When I receive an email from a public list like this, and it appears to have 
been sent deliberately not say by mistake, I consider it's contents public 
and am under no obligations at all regarding it's contents. When that email 
itself or by extension the author or sender tries to tell me otherwise, I 
feel exactly as JP does. The fact that these stupid things are common in no 
way makes them less offensive or more acceptable. The fact that a machine 
has been set up to tack the thing onto every outgoing mail and the real user 
didn't go out of their way to type it or add it is no excuse either except 
maybe the first time when you didn't know yet or the occasional 
accidentl/unintentional send from the wrong account.

You also can't say "Oh well, thats really just for certain private mails and 
obviously doesn't apply to something like this." You don't get to say things 
like "obviously" any more. By writing this legalese into the message you 
give up any right to assumed understanding, cooperation, good will and 
benefit of the doubt by not according the same to your recipients. The 
boilerplate doesn't say anything about exceptions so that means it tries to 
apply here as well. You can't have it both ways.

At least yours is less offensive than some I've seen but the problem is in 
kind not in quantity.

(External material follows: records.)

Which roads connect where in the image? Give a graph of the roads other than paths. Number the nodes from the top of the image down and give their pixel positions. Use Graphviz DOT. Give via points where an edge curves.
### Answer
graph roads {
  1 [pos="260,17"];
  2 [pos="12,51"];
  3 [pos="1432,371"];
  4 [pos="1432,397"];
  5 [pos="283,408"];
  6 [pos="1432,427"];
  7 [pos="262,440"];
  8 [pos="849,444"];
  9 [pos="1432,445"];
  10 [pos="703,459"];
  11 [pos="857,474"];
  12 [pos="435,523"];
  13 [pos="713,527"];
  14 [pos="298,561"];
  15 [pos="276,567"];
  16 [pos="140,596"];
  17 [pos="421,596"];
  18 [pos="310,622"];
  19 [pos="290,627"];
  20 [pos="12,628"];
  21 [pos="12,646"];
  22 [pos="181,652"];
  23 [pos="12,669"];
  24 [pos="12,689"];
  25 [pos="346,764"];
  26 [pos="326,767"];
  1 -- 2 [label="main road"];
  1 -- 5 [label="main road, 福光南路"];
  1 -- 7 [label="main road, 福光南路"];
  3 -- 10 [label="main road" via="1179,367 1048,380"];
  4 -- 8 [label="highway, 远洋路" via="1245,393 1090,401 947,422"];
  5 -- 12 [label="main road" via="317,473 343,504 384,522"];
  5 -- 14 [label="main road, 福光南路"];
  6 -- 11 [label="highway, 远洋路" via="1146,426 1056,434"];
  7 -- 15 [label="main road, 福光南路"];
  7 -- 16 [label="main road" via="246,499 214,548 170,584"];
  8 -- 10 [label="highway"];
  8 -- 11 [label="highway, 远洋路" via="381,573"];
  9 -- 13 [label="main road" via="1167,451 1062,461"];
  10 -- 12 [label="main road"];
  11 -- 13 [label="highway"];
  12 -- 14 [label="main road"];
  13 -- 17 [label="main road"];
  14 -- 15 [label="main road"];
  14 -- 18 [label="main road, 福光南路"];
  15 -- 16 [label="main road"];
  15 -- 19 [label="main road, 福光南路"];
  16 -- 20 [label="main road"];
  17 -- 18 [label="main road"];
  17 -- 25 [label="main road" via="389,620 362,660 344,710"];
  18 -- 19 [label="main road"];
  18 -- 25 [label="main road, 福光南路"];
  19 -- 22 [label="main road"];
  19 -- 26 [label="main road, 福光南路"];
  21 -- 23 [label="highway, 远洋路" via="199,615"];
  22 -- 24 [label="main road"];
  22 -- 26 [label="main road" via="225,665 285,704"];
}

I am bothered by any attempt, however small, to tell 
me what I must and must not do with anyting I received via public broadcast 
sent willingly by one who knew it would be broadcast.
If the work email accounts really must be so paranoid and protected, (hey 
it's anyones right to be as careful as they want), then perhaps they are 
simply not appropriate for use on public forums.

There must be a way to word a disclaimer so that casual emails can't be 
perverted into binding contracts or basis for other litigation without 
itself being the preemtive opening move in an offensive litigation inflicted 
upon all receivers without warning or request.

Maybe a non-offensive way to still cover ones rear is some sort of single 
public document that says all the legalese, that covers all the exceptions 
etc so it's not trying to apply in situations it has no right to, and the 
only thing you put in the actual mail is a single small one line link or 
reference to it. Like the way a software author can generally get away with 
simply saying "This is licenced under the GPL" or Berkely etc..

Brian K. White  --  brian at aljex.com  --  http://www.aljex.com/bkw/
+++++[>+++[>+++++>+++++++<<-]<-]>>+.>.+++++.+++++++.-.[>+<---]>++.
filePro  BBx    Linux  SCO  FreeBSD    #callahans  Satriani  Filk!